Godfrey started in construction in the early ‘90s, but left at the promise of other careers, one of which was acquiring his barber’s license. He remained in the Barber shop for 10 years before a client mentioned that he was returning to school to enter the safety profession. Godfrey is a graduate of the CSST course himself, finishing the course in 2006 taught by Construction and Maintenance Education Foundation’s Lead Instructor William Fuller.
“He was challenging, but knows how to get the best out of you,” Godfrey said of Fuller.
Soon after, he found out one of his clients was a safety professional and ended up offering him his first opportunity in the field. Now he gets to do what he says he enjoys doing the most – interacting with people on the jobsite and building relationships.

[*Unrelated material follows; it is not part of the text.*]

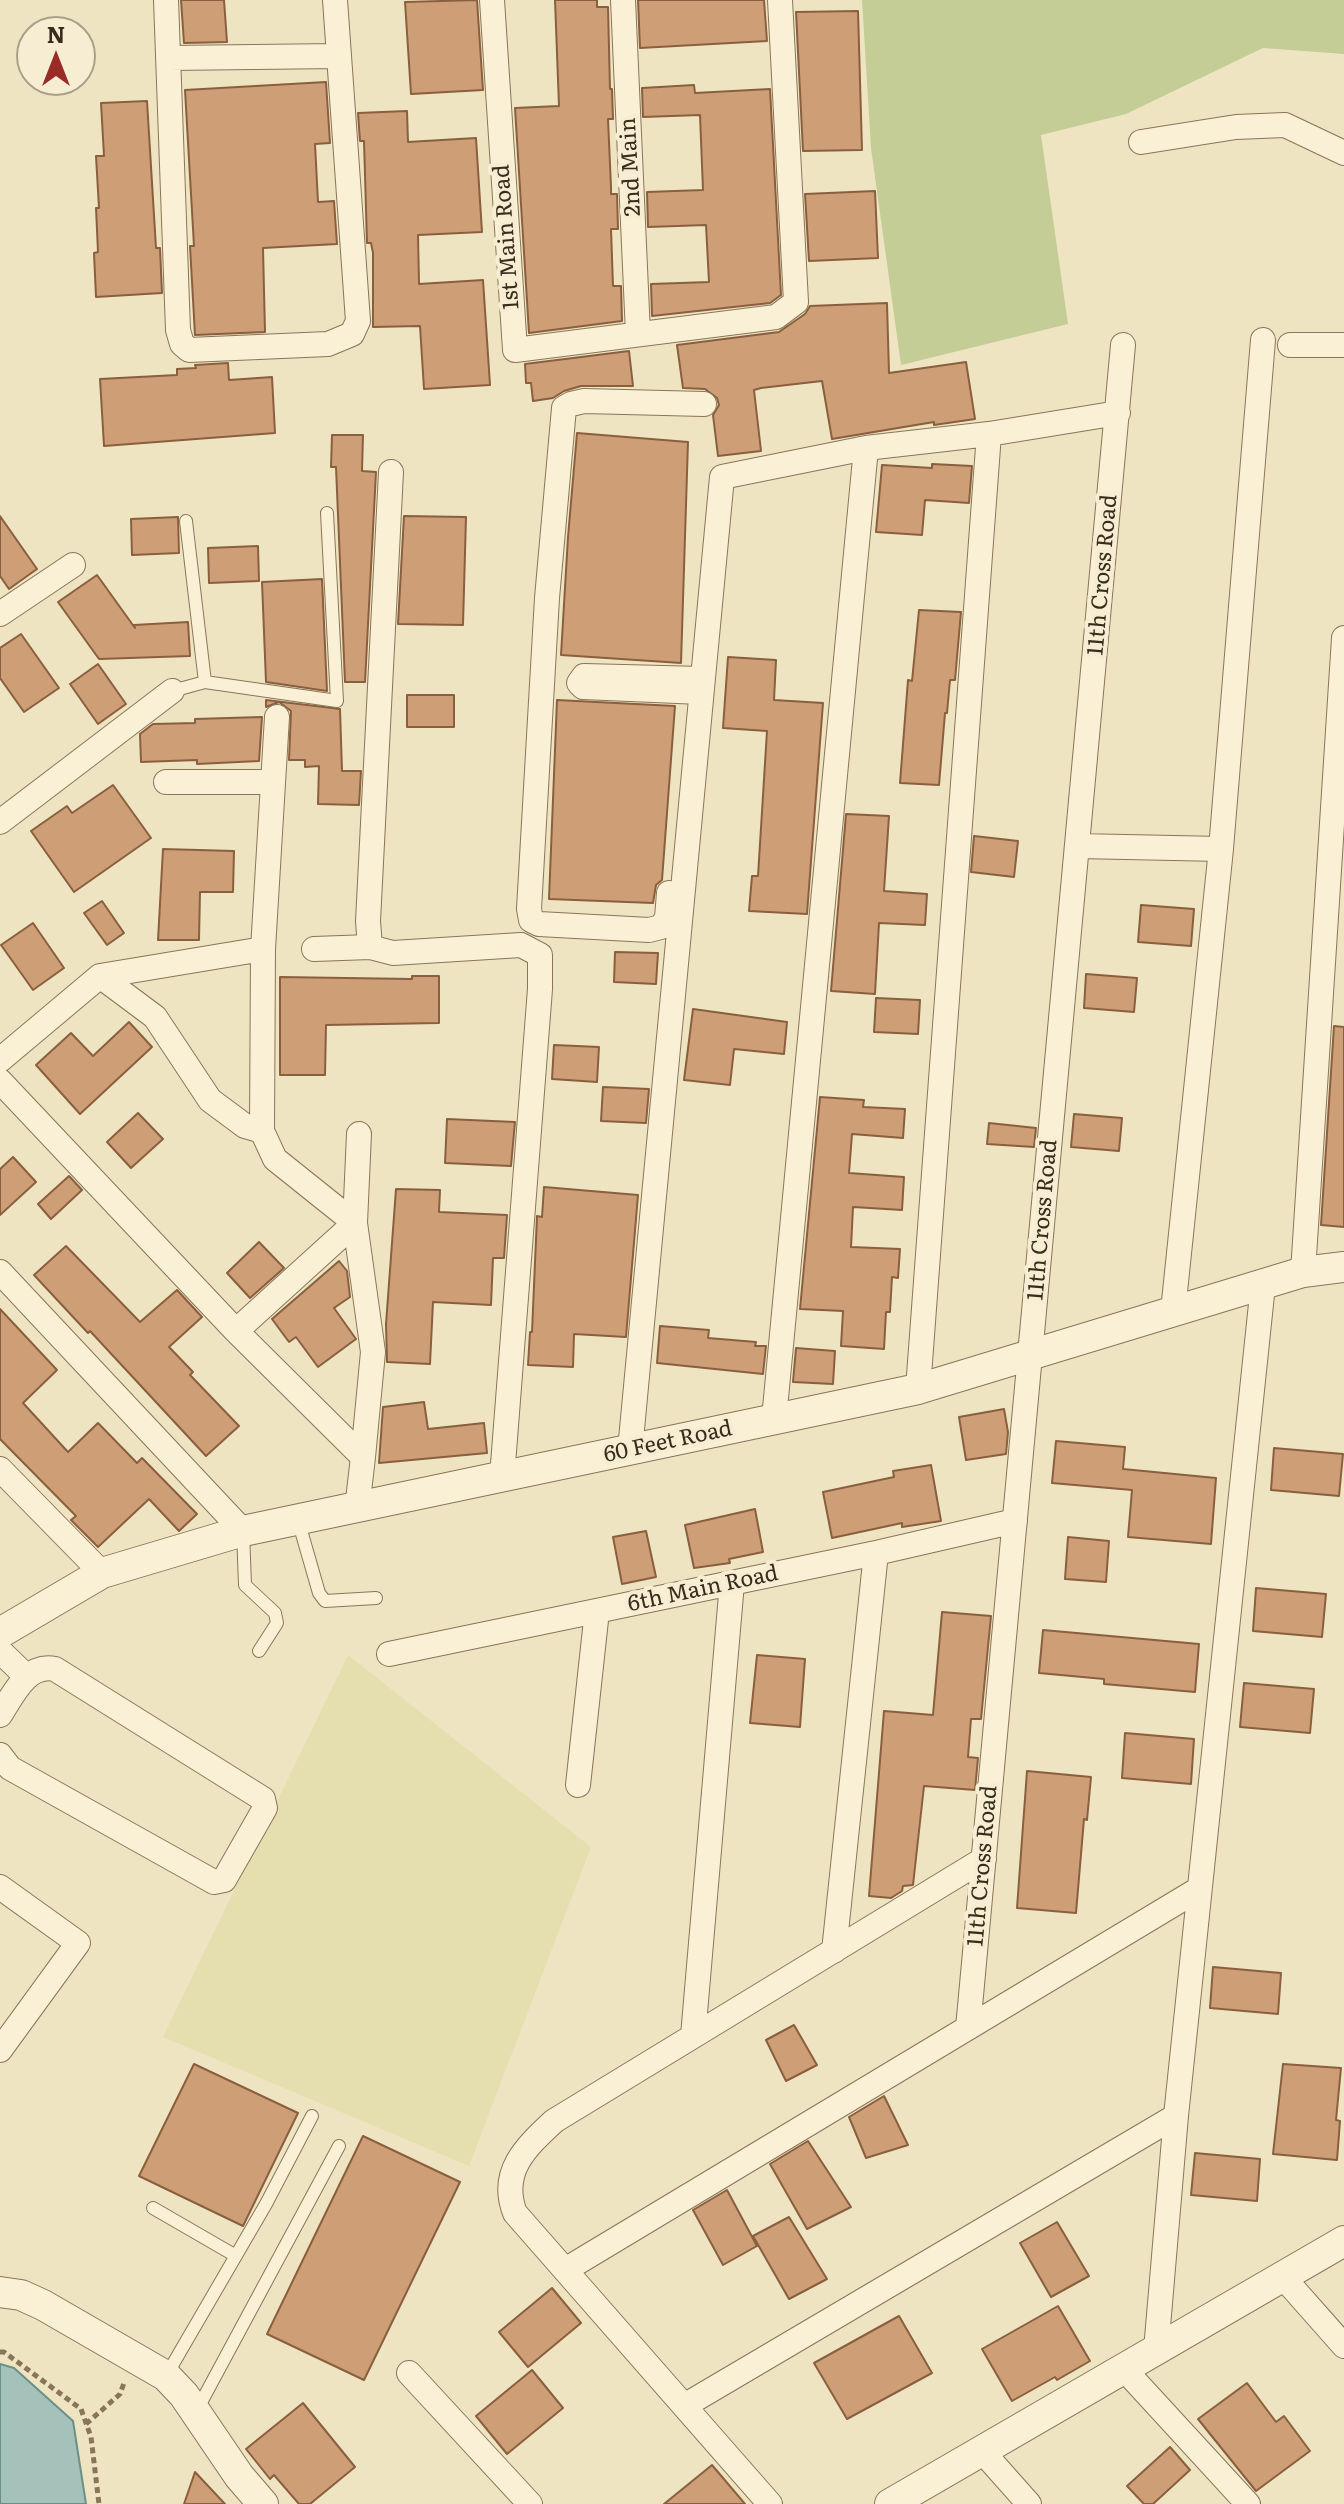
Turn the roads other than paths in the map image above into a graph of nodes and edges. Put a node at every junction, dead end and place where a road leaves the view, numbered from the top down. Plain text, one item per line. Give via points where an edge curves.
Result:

“And that’s what it’s really all about it, caring for people. If you don’t care, then this profession is not for you. That’s the bottom line,” Godfrey said.
His efforts in the field of safety have made a vast difference on his site. By going back to teaching the basics to new professionals in the field, Godfrey and his team has dramatically reduced turnover. In 2014, their company saw 100 people leave, but only 5 have left in 2015. He credits this drastic change to the commitment the team makes for a safety culture.
“When you have young people coming into the industry now, many of them are not mechanically inclined; but when you put the computer in front of them, their world lights up. We have to go back and teach the mechanical aspects of the job in new ways,” Godfrey said.
So that’s what he’s doing, going back to the basics. His larger-than-life personality keeps students on their toes during the 6pm – 10pm CSST course, held two nights a week. Godfrey explained that the course was precisely what he expected, and instructing is something he looks forward to on those evenings.
“I get the opportunity to instill something in an individual and turn the light on for instance. It may be one illustration of the training itself and it makes them ready. I get motivated when I see them learning,” Godfrey said.